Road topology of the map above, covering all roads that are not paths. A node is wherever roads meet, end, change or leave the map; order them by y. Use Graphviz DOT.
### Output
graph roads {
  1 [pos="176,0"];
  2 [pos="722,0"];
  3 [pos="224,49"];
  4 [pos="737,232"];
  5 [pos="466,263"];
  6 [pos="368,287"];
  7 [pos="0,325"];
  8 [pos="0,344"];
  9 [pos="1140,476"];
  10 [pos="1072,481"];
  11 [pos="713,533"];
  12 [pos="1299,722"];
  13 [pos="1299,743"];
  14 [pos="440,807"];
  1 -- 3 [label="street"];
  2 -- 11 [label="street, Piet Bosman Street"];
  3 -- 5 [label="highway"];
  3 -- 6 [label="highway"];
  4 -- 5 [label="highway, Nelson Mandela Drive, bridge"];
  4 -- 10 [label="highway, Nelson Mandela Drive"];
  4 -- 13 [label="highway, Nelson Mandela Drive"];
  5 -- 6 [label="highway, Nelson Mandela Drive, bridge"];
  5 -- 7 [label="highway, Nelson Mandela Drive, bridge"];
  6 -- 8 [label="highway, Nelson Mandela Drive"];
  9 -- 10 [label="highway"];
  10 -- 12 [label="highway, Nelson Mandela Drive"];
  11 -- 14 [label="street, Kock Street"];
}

** Instructions for the task **
Set down the whole of the material, exactly.

** Exercise response **
Road topology of the map above, covering all roads that are not paths. A node is wherever roads meet, end, change or leave the map; order them by y. Use Graphviz DOT.
### Output
graph roads {
  1 [pos="176,0"];
  2 [pos="722,0"];
  3 [pos="224,49"];
  4 [pos="737,232"];
  5 [pos="466,263"];
  6 [pos="368,287"];
  7 [pos="0,325"];
  8 [pos="0,344"];
  9 [pos="1140,476"];
  10 [pos="1072,481"];
  11 [pos="713,533"];
  12 [pos="1299,722"];
  13 [pos="1299,743"];
  14 [pos="440,807"];
  1 -- 3 [label="street"];
  2 -- 11 [label="street, Piet Bosman Street"];
  3 -- 5 [label="highway"];
  3 -- 6 [label="highway"];
  4 -- 5 [label="highway, Nelson Mandela Drive, bridge"];
  4 -- 10 [label="highway, Nelson Mandela Drive"];
  4 -- 13 [label="highway, Nelson Mandela Drive"];
  5 -- 6 [label="highway, Nelson Mandela Drive, bridge"];
  5 -- 7 [label="highway, Nelson Mandela Drive, bridge"];
  6 -- 8 [label="highway, Nelson Mandela Drive"];
  9 -- 10 [label="highway"];
  10 -- 12 [label="highway, Nelson Mandela Drive"];
  11 -- 14 [label="street, Kock Street"];
}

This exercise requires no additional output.